▸ Activity:
Among the entries, find the lines with the string "Wilsdruffer" and copy them.

____ Extracted data

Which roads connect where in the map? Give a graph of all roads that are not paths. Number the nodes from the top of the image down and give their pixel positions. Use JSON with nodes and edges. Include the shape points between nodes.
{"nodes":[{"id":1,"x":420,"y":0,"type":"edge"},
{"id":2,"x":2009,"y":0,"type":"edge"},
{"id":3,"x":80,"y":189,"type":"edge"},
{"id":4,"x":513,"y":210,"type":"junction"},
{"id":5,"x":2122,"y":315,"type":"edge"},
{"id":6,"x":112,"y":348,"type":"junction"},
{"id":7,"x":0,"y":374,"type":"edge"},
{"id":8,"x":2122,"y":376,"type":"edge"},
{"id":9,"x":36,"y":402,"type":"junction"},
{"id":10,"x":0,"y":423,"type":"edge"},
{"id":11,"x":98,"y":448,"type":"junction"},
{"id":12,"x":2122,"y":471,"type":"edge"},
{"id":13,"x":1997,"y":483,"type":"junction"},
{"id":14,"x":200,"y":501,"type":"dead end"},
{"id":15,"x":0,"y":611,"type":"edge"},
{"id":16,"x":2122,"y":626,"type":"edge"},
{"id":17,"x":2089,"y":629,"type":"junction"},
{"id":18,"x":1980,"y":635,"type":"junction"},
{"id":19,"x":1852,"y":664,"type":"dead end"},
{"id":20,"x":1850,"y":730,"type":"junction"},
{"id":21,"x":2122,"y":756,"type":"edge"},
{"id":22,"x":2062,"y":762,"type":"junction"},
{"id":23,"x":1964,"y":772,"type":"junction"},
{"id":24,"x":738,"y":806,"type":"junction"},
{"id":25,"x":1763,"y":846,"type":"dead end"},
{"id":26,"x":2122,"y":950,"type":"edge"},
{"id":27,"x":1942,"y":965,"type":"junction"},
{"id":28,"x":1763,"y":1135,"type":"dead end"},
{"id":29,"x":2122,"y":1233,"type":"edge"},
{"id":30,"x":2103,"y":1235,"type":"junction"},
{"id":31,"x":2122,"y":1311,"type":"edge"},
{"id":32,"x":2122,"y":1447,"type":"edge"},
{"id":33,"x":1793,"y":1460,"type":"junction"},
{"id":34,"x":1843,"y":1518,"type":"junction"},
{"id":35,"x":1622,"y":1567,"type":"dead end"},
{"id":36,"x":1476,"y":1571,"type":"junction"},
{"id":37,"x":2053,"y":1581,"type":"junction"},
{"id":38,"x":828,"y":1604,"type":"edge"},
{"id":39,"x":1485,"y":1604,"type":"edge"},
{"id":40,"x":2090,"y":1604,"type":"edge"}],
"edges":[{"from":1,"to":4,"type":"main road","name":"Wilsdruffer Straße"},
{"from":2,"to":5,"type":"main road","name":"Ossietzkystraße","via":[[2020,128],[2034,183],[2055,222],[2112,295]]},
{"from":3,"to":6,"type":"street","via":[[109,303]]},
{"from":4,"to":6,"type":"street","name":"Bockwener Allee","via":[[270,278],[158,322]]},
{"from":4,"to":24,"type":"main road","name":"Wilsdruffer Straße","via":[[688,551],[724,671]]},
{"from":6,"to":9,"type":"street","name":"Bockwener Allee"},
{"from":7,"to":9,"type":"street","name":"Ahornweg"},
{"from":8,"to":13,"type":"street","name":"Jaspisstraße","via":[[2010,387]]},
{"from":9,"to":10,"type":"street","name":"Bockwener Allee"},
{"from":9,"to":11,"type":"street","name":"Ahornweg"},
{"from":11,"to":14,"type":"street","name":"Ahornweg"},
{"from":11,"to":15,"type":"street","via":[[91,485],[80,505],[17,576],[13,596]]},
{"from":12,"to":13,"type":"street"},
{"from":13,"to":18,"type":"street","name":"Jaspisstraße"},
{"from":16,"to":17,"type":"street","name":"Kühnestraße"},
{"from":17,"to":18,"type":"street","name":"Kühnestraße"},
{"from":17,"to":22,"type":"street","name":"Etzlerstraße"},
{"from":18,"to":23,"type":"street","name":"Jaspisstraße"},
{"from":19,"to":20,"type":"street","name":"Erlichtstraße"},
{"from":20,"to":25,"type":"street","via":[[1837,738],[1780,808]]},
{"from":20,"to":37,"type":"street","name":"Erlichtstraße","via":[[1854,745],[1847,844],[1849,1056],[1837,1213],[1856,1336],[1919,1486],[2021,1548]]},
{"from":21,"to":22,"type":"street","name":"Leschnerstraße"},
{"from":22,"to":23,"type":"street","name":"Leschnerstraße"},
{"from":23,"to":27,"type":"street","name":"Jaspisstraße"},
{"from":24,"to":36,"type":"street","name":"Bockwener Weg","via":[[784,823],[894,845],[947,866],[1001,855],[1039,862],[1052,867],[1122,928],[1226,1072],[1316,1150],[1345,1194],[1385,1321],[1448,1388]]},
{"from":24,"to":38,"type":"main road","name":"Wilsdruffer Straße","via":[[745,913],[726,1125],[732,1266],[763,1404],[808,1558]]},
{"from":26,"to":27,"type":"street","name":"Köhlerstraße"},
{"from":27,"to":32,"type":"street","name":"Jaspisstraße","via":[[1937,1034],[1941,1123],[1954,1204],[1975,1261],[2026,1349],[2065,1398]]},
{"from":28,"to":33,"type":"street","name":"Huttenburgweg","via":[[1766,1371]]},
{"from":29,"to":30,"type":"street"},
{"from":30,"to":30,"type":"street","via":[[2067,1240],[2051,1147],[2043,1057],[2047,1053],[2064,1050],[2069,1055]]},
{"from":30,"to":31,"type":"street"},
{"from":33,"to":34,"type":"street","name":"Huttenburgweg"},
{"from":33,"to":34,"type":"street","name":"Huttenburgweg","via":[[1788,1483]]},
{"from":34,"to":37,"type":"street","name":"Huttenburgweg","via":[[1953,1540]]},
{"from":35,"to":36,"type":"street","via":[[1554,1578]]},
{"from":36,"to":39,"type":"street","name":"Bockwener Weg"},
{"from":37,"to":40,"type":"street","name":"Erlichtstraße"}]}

________

▸ Output of the task:
"edges":[{"from":1,"to":4,"type":"main road","name":"Wilsdruffer Straße"},
{"from":4,"to":24,"type":"main road","name":"Wilsdruffer Straße","via":[[688,551],[724,671]]},
{"from":24,"to":38,"type":"main road","name":"Wilsdruffer Straße","via":[[745,913],[726,1125],[732,1266],[763,1404],[808,1558]]},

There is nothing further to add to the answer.